Помогла ему его любимая Америка (не зря он ее воспевал), причем помогла довольно своеобразным способом. В Штатах тогда не охранялось авторское право в отношении иностранных писателей; в 1886 году, когда основными европейскими государствами была подписана Бернская конвенция, установившая обязательства по защите авторских прав на всей территории договаривающихся сторон, США присоединиться к конвенции отказались, сославшись на Первую поправку к своей конституции, в которой говорится о свободе слова, и продолжили издавать массовыми тиражами европейских авторов, не платя им ни цента
[20]. «Как и за любой национальный грех, наказание за него обрушивалось не только на ни в чем не повинных американских авторов (они не выдерживали конкуренции. –
Но для молодых английских писателей в этой ситуации был и плюс. Платить-то не платили, зато продавали почем зря, так что у любого автора, чью книгу экспроприировали американцы, появлялось множество читателей. Украли и «Этюд в багровых тонах». Американская публика приняла его восторженно – то ли потому, что там занимательно рассказывалось об Америке, то ли она, падкая на все новое, оказалась прозорливее английской. «Этюд» продавался очень хорошо. Но важно было даже не это, а то, что ворованные тексты читали и сами издатели, которые могли выловить из этого потока стоящую вещь.
Джозеф Маршалл Стоддарт, американский редактор журнала «Липпинкотт манзли мэгэзин», в августе 1889-го приехал в Лондон для организации британского издания своего журнала и изъявил желание увидеться с автором понравившегося ему «Этюда». Доктор получил приглашение на обед в отеле «Ленгем», который будет несколько раз упоминаться в историях о Холмсе. То был второй литературный обед (в нашем понимании скорее ужин) в жизни доктора.
Кроме Конан Дойла, Стоддарт пригласил еще двоих: парламентария Джилла и Оскара Уайльда. Все три гостя были ирландцами по национальности. Описывая этот вечер, обычно подчеркивают контраст между двумя литераторами: «Томный, изящный денди Уайльд и громадный Дойл, облаченный в свой лучший костюм, в котором он выглядел как морж в воскресных одеждах». Доктор действительно не всегда был элегантен (запросто мог выйти на люди с криво застегнутым воротничком), однако и Оскар Уайльд был не такой уж томный, а, как подобает ирландцу, жизнерадостный, с громким голосом. Пожалуй, они были даже похожи: оба высокие, здоровенные – косая сажень в плечах; оба громогласные, хохочущие взахлеб. «Для меня это был поистине золотой вечер», – писал Конан Дойл в мемуарах. Уайльд, будучи в Америке, встречался с Оливером Уэнделлом Холмсом, личность которого так восхищала Дойла: тут они сошлись во мнениях. К изумлению доктора оказалось, что знаменитый эстет прочел «Михея Кларка» и роман ему понравился. Несколько сомнительным представляется, что похвалы Уайльда были абсолютно искренни. «Черную стрелу» Стивенсона, которой восхищался Конан Дойл, он, например, уничтожил словами: «Попытка сделать произведение слишком правдивым лишает его реалистичности, и „Черная стрела“ является столь низкохудожественным произведением, что не может похвастаться даже тривиальным анахронизмом.» О «Михее Кларке» он, скорей всего, должен был думать нечто подобное. Хотя, с другой стороны, Стивенсон, когда писал «Черную стрелу», был уже мастером, и Уайльд воспринимал его текст как падение; Дойл только начинал – и его книга обещала дальнейший взлет.

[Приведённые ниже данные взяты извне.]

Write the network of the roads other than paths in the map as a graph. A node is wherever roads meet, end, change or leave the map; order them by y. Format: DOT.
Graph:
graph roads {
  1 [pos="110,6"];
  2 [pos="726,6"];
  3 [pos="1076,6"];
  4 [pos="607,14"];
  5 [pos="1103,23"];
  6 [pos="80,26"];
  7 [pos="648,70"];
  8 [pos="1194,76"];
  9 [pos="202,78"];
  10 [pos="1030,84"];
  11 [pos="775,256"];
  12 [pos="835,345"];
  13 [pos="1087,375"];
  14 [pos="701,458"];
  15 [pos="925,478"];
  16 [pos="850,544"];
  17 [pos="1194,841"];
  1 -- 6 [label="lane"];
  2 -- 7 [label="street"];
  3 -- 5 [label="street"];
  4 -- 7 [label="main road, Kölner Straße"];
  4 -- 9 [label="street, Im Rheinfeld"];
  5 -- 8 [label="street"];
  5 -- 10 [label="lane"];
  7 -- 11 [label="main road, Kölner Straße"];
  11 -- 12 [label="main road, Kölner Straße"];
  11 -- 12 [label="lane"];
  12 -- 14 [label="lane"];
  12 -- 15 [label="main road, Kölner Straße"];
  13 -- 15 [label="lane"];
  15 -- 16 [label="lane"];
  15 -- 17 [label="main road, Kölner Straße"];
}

Сам Дойл никогда не был особо рьяным поклонником творчества Уайльда, но при личной встрече моментально попал под его обаяние. Уайльд, как обычно, блистал остроумием и сыпал парадоксами. Дойл упоминает некоторые темы, что обсуждались за ужином: от будущей войны и технических способов ее ведения до афоризмов Ларошфуко. «Он далеко превосходил всех нас, но умел показать, что ему интересно все, что мы могли произнести. Он обладал тонкими чувствами и тактом. Ведь человек, единолично завладевающий разговором, как бы умен он ни был, в душе не может быть истинным джентльменом». Забежав на много лет вперед скажем, что Дойл и Уайльд встречались еще раз, и тогда последний уже не показался доктору Дойлу «истинным джентльменом»: он сказал о своей пьесе, что она гениальна—и это «с самым серьезным выражением лица». Действительно, такое поведение джентльмену не пристало. Добрый доктор решил, что его собеседник попросту сошел с ума. То же он сказал и после уголовного процесса своего коллеги: «Я подумал тогда и сейчас еще думаю, что чудовищная эволюция, которая его погубила, носила патологический характер, и заниматься им следовало скорее в больнице, нежели в полицейском участке».